Quello scontro infinito fra laicismo e clericalismo

Salvatore Rizza
Adista Segni nuovi n. 11/2013

Il clericalismo e il laicismo hanno una storia che viene da lontano e non godono di buona fama.

La Chiesa e lo Stato si contendono il potere fin dai tempi antichi. Tolta la parentesi della laicità di Cristo del «date a Dio quel che è di Dio e a Cesare quel che di Cesare» e della Lettera a Diogneto – nella quale si decideva quale fosse il campo dei cristiani senza invadere il campo degli altri –, trono e altare hanno attraversato una perenne contesa.

Tutto è iniziato nel IV secolo, dopo le donazioni alla Chiesa di Costantino e di Teodosio, e da lì ha preso il via la continua lotta fra laicismo e clericalismo, con alterne vicende: ora la vittoria della Chiesa, ora quella dello Stato, i due poteri che si contendevano l’esercizio della potestà sulla società invadendo l’uno il campo dell’altro e lasciando in mezzo la società a stare dall’una o dall’altra parte. Nel Medioevo è stato predominante il dominio della Chiesa che ha creato e consolidato le sue strutture.

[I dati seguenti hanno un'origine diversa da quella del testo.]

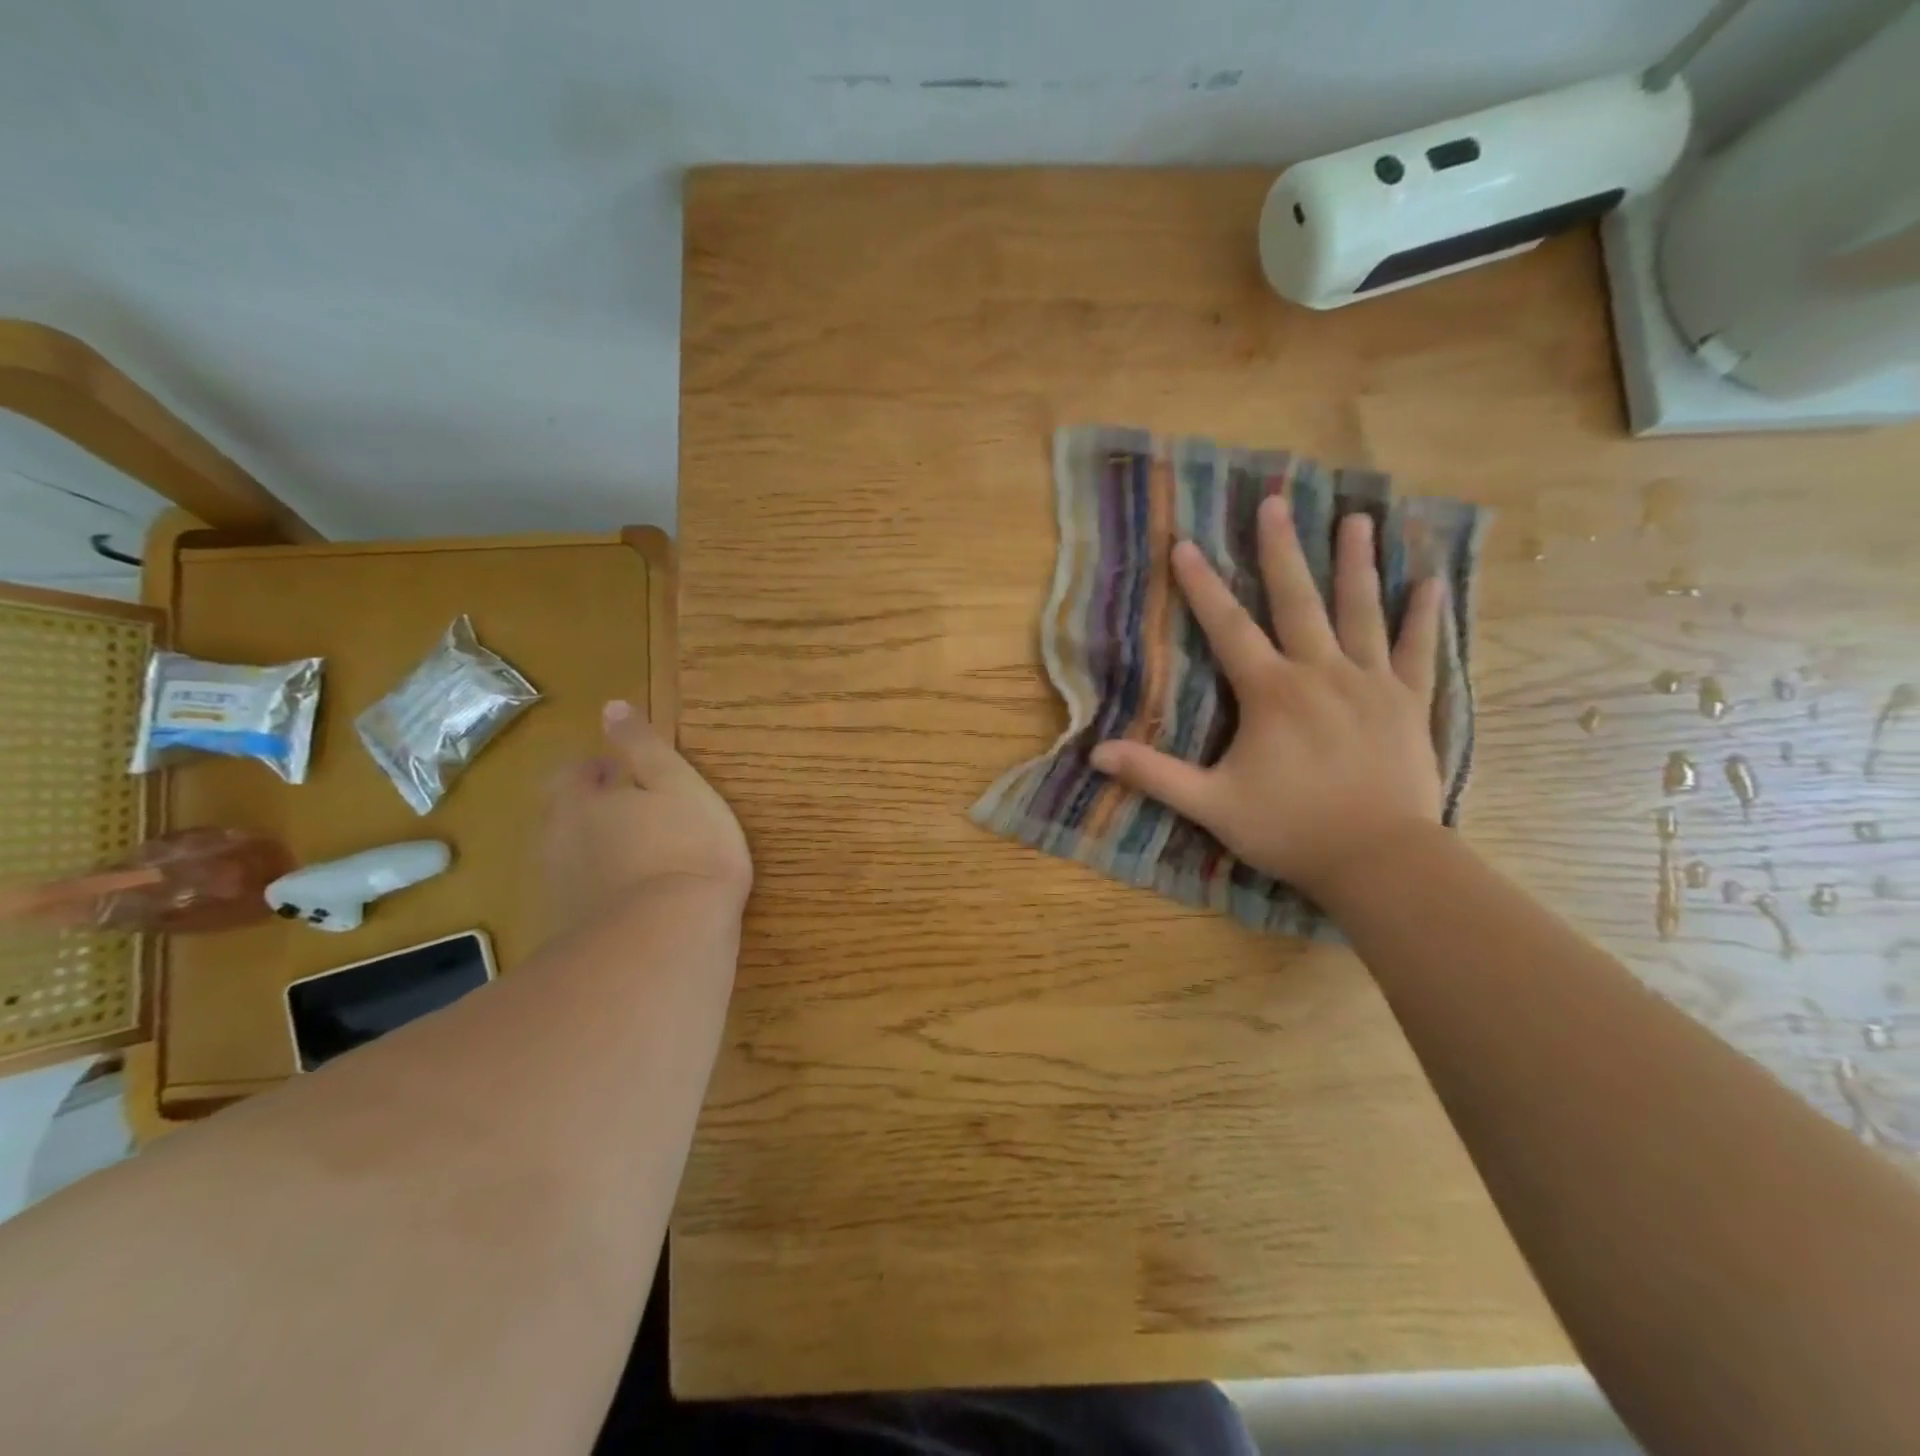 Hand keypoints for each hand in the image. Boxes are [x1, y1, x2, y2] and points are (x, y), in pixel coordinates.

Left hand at [541, 701, 751, 932]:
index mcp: (581, 801)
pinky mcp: (570, 932)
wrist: (668, 938)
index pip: (574, 773)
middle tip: (639, 816)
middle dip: (594, 811)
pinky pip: (582, 897)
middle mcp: (558, 841)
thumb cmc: (686, 847)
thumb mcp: (677, 783)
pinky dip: (602, 890)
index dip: (599, 770)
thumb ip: (644, 746)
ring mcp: (560, 890)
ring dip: (598, 852)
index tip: (629, 776)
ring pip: (572, 857)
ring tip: (642, 858)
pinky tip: (635, 900)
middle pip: (566, 816)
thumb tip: (612, 706)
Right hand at [1090, 500, 1444, 899]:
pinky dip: (1423, 617)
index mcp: (1271, 692)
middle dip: (1282, 550)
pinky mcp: (1409, 704)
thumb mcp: (1211, 805)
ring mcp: (1371, 684)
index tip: (1186, 544)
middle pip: (1298, 601)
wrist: (1379, 860)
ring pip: (1361, 613)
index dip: (1202, 586)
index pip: (1228, 628)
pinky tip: (1430, 582)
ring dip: (1356, 564)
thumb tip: (1096, 753)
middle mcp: (1321, 673)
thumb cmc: (1290, 829)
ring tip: (1359, 518)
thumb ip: (1154, 775)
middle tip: (1276, 502)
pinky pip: (1418, 652) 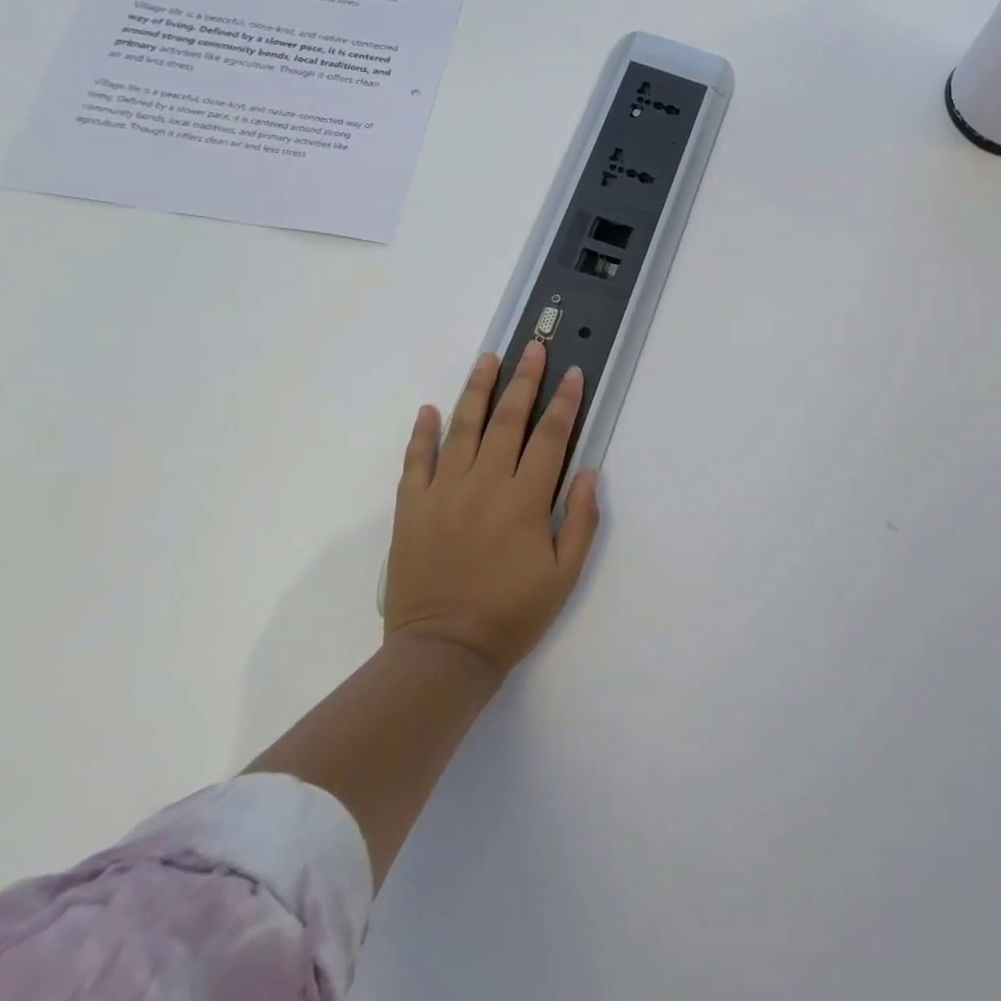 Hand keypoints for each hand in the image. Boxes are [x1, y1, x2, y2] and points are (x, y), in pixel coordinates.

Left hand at [384, 342, 601, 676]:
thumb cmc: (512, 615)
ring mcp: (444, 492)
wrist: (443, 652)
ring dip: (476, 390)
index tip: (572, 373)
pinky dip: (423, 433)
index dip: (564, 402)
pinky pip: (416, 460)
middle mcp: (485, 484)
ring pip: (462, 428)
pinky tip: (430, 409)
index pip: (550, 436)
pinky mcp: (412, 507)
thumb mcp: (564, 576)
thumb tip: (588, 472)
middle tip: (532, 349)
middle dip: (524, 380)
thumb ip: (580, 520)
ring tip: (488, 359)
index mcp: (525, 500)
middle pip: (507, 419) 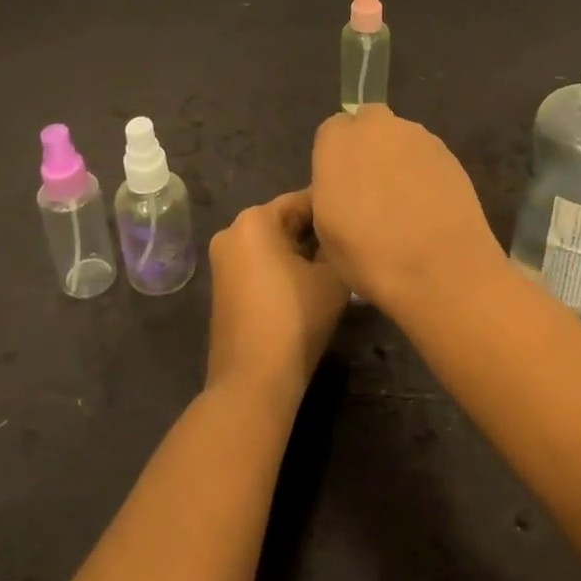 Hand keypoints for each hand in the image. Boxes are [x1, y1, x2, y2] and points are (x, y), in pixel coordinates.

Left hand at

Poi è arrivato il tempo in cui si è affermato il primato dell’essere umano e la sua autonomia dal potere ecclesiastico: con Cartesio, Locke, Hobbes ed altri sono emersi quei diritti, soprattutto la libertà, che avrebbero fatto della persona il “centro della Terra”. Poi è iniziata l’epoca delle guerre di religione, fino alla Pace di Westfalia (1648), quando sembrava che con la divisione dei poteri fosse iniziata un’era di pace.

L’avvento dell’Illuminismo e della Rivoluzione francese ha sconvolto l’ordine delle cose e decretato la fine di ogni forma di autorità, compresa quella della Chiesa. La laïcité francese sembrava dominare la situazione. Ma durò poco: ciascuno Stato realizzò, a modo suo, una forma di laicità che sopravvive fino ad oggi. Da allora si parla di società civile come terzo, o primo, soggetto nei confronti dello Stato e della Chiesa. Essi, lo Stato e la Chiesa, sono finalizzati alla società, nel senso che l’uno deve attendere al bene comune e l’altra deve perseguire la salvezza eterna: il campo dell’uno e dell’altra sono separati e non è consentito di superare i reciproci confini.

Ma la storia del laicismo e del clericalismo continua anche oggi, quando assistiamo ad un confronto dagli esiti incerti. Habermas ritiene che il discorso religioso debba tradursi nei termini della ragione pubblica e che solo a queste condizioni possa avere quello spazio che garantisce l’emergere di quei valori che, insieme a quelli non religiosi, assicurano la civile convivenza. Taylor, per parte sua, ritiene che i valori religiosi debbano essere proclamati senza bisogno di una traduzione e vadano confrontati con quelli non religiosi.

Che la religione non possa essere esclusa, né debba esserlo, dalla sfera pubblica: la fede e le credenze sono parte sia del linguaggio religiosamente connotato che di quello non religioso. Habermas e Taylor si muovono su uno sfondo in parte comune: il primo punta su una società civile nell’ambito della quale, assumendo un linguaggio neutrale, possono confrontarsi; l’altro pensa che sia la religione sia i gruppi non religiosi sarebbero in tal modo snaturati.

Nelle nostre società liberali e democratiche, la separazione tra sfera religiosa e sfera civile sembra attenuarsi, perché non hanno saputo trovare ascolto né le esigenze dell’una né quelle dell’altra. All’interno della diatriba tra religiosi e non-religiosi, si lascia che i due gruppi si ignorino o si sbranino: i laicisti, così chiamati per distinguerli dai credenti, pretendono l’esclusione del discorso religioso dalla discussione pubblica; i religiosi invece ne esigono il riconoscimento.

Il clericalismo sembra imperversare all’interno della Chiesa stessa e nei confronti dello Stato. Si assiste ad una presenza invasiva da parte di vescovi e preti nelle cose che riguardano lo Stato e la sua amministrazione; e ad una presenza di laici che, a nome e per conto dei chierici, prendono le parti dei vescovi e dei preti. La laicità ci appare la soluzione che potrebbe mettere finalmente pace fra le due fazioni: in una società veramente democratica avrebbero ugualmente cittadinanza.